26.Bölüm✔️

33.4K 1.9K 219
                                    

İyi okumalar dilerim❣

Karşılıksız bir sevdamız var adı:VATAN...  🇹🇷

_________________

Yiğit'ten

Gülümseyerek televizyona bakıyordum. Kurt belgeseli izlemeye karar vermiştim. Dişi kurt, erkek kurt ile yan yanayken kumandayı elime alıp durdurdum. Telefonu çıkarıp fotoğrafı çektikten sonra sevdiğim kadına göndermiştim. Beni sevdiğine artık emin olduğum sevdiğin kadın.

"Tanıdık geldi mi?"

"Ben de işte yavru kurtları bekliyorum."

Telefonu bırakıp izlemeye devam ettim. Yavru dişi kurt başka bir erkek kurdun yanına gidince kaşlarımı çattım. "Yanındaki herif kim?" Baba kurt, diğer kurdu kovalamıştı. Keyifli bir şekilde gülümsedim.

Telefonum hâlâ bir mesaj sesiyle titrememişti. Televizyonu kapatıp telefonu elime aldım. Umay ile olan mesajlarımıza girdim. Cevap yoktu. Ayağa kalkıp yatak odama geçtim. Perdeyi çekip pencereyi açtım.

Koskoca Bozkurt'u pencere kuşuna çevirdin.

Işığı kapalıydı. Uyuduğunu düşünerek bir süre daha bekleyip pencereyi kapattım. Yatağın üzerine sırt üstü şekilde uzanıp tavanı izledim.

Telefonuma düşen arama ile Umay olduğunu düşünüp hızlıca doğruldum ama arayan Öykü'ydü. Kaşlarımı çatıp aramayı kabul ettim.

"Öykü?"

"İyi geceler Yiğit. Ben eve geldim ama Umay burada değil. Orada mı diye aramıştım."

Hızlıca ayağa kalktım.

"Burada değil. Aradın mı?"

Yastığımın altından silahımı alıp evden çıktım.

"Telefonu burada ama markete gitmiştir. Biliyorsun midesine düşkündür." Sesi titriyordu.

"Eve gelirse ara beni."

Aramayı sonlandırıp merdivenlerden indim.
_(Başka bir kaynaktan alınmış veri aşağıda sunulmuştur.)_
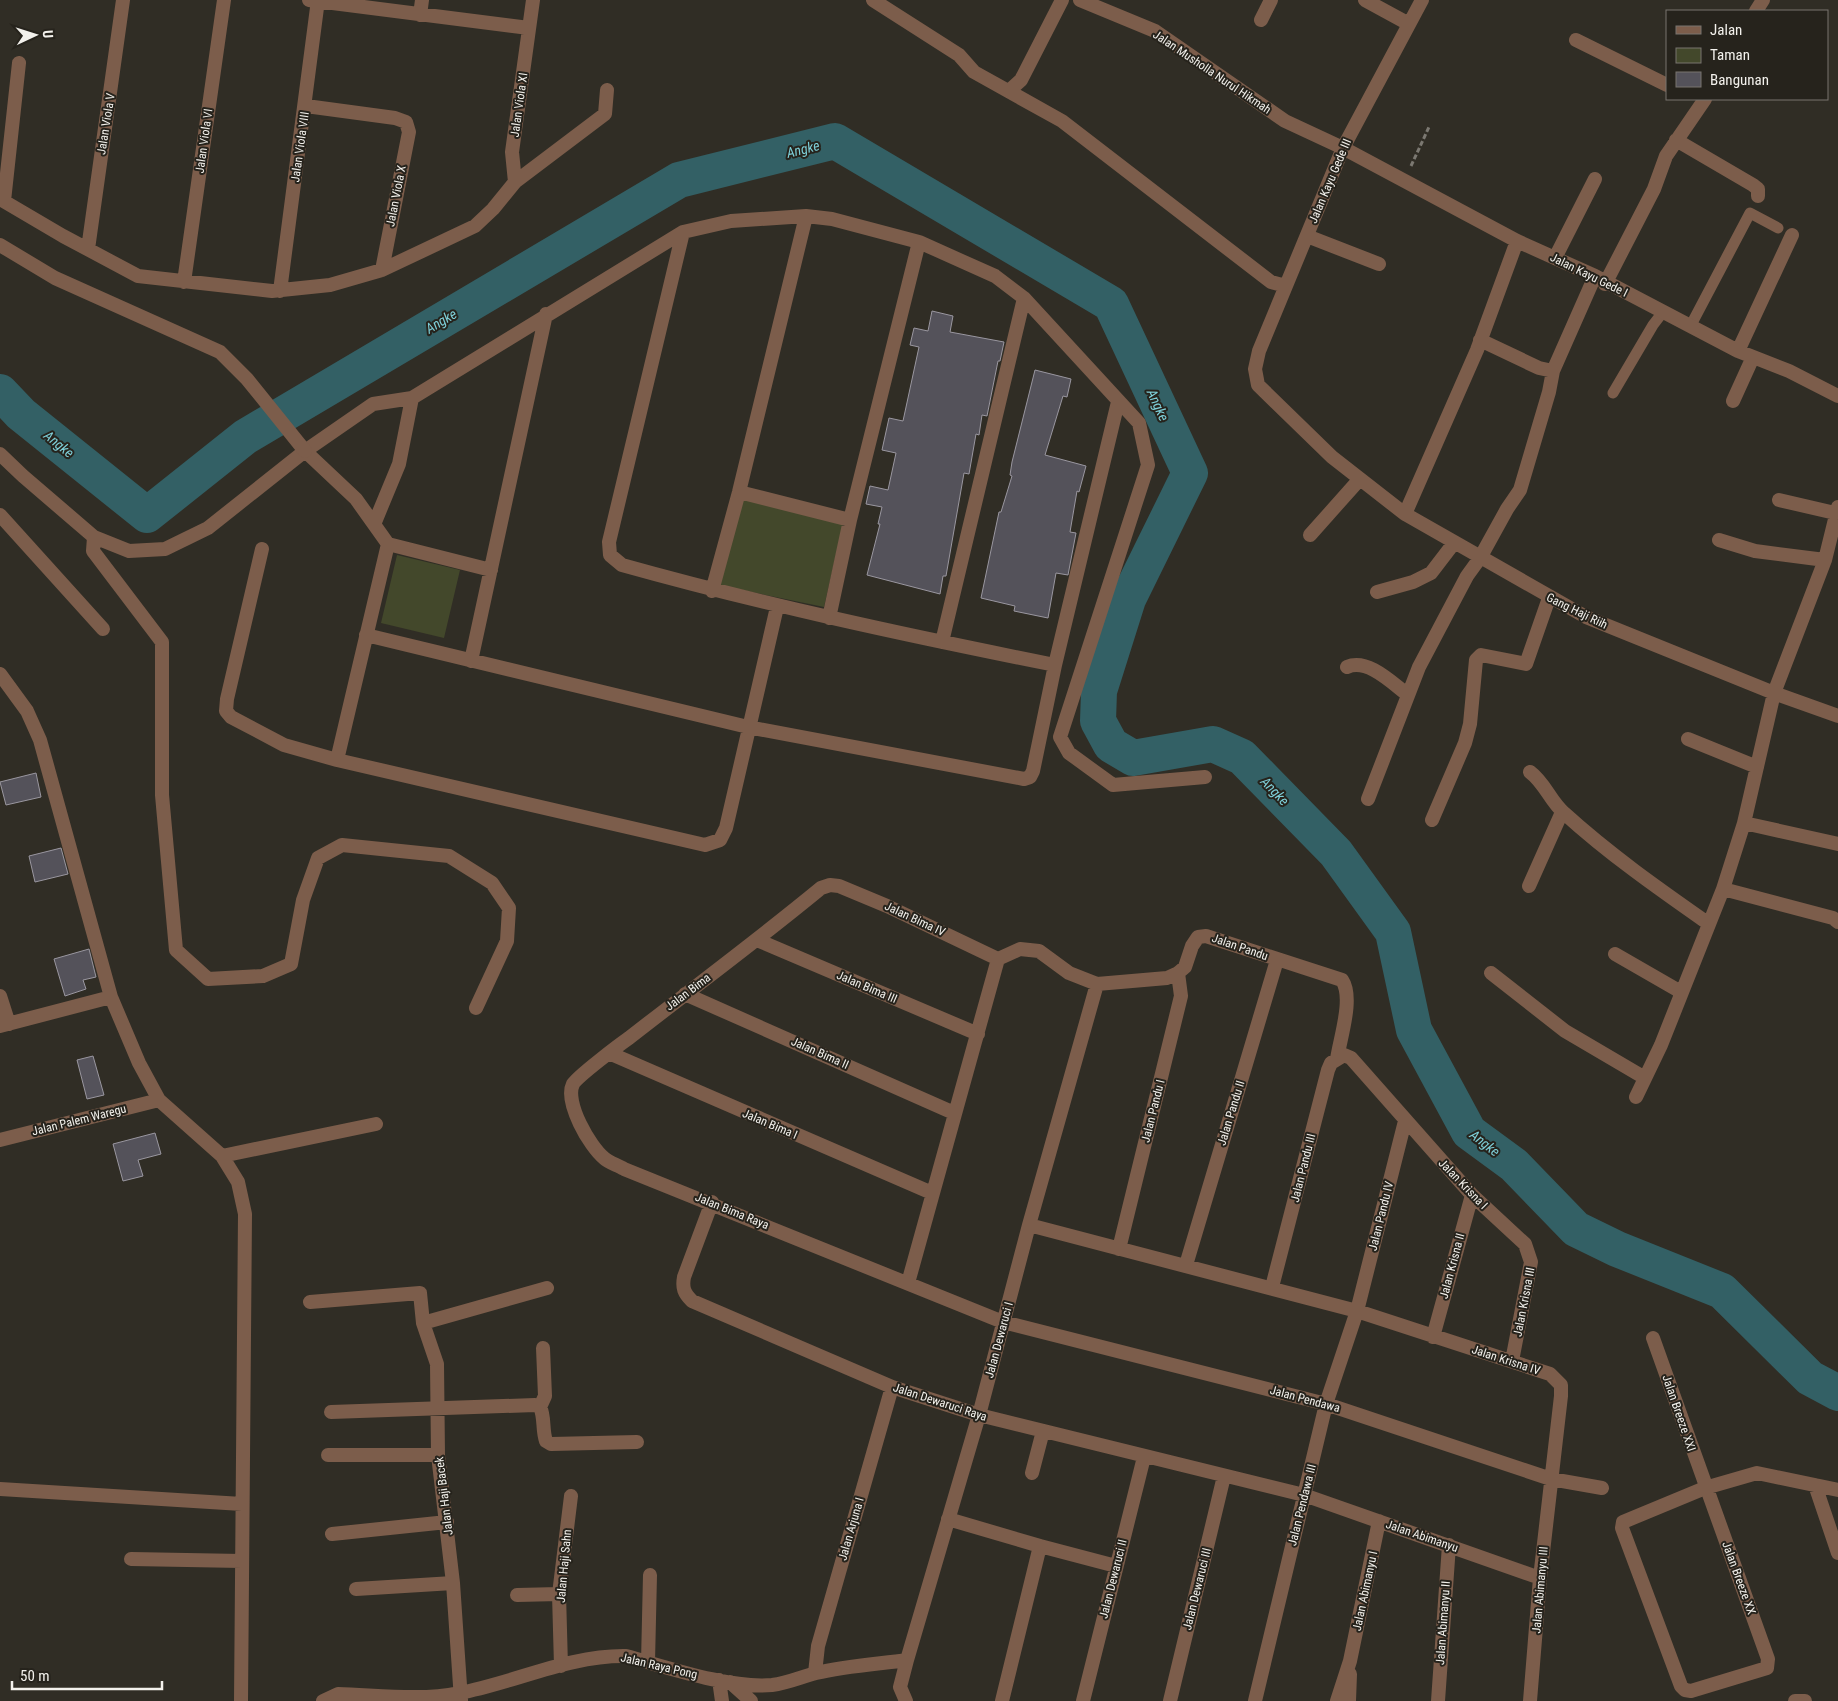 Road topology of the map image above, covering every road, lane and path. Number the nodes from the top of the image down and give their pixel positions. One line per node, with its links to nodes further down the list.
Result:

Dışarıya çıktığımda koşturarak markete ilerlemiştim ama kapalıydı.

"Yiğit abi!" Kulağıma ulaşan ses ile arkama döndüm. "Ozan, bu saatte niye dışarıdasın?" Hızlı adımlarla yanıma ulaştı. Elinde paket vardı. "Umay abla ile pastaneye gittik. Bize gelecekti ama işinin olduğunu ve biraz gecikeceğini söyledi. Bekledik fakat gelmedi. Annem de onun için biraz yaprak sarma gönderdi. İşi uzamıştır da ondan gelmemiştir diye düşündük. Umay ablaya götürecektim."

Yumruklarımı sıkıp Ozan ile aynı boya gelmek için tek dizimin üzerine çöktüm. "Umay ablan ne tarafa gitti?" Parmağını uzatıp ara sokağı işaret etti. Gülümseyerek başını okşadım. "Sen şimdi koş eve. Bir daha bu saatte evden çıkma." Elindeki paketi gösterdi. "Ama bu?" Elinden aldım. "Ben veririm."

Ozan gidinceye kadar arkasından baktım. Gözden kaybolunca ara sokağa girdim. Telefonumun fenerini açmıştım. Sokak lambası burayı aydınlatmıyordu. Duvarın köşesindeki enjektörü farkettim. Eğilip alacakken telefonum çaldı. Arayan albaydı.

"Komutanım?"

"Hemen karargaha gelin!" Gözlerimi sıkıca yumup başımı gökyüzüne çevirdim.

"Umay-"

"Hemen!"

Telefonu kulağımdan indirip rehbere girdim. Kötü bir şey olmayacak. Yine aksiyon peşindedir. Kötü bir şey yok. Okan'ın ismini bulup arama tuşuna bastım.

"Albay karargaha çağırıyor. Hazırlanın hemen." Konuşmasına izin vermemiştim. "Evden buzdolabı poşeti getirin. Eldiven varsa onu da alın. Apartmanın önündeyim."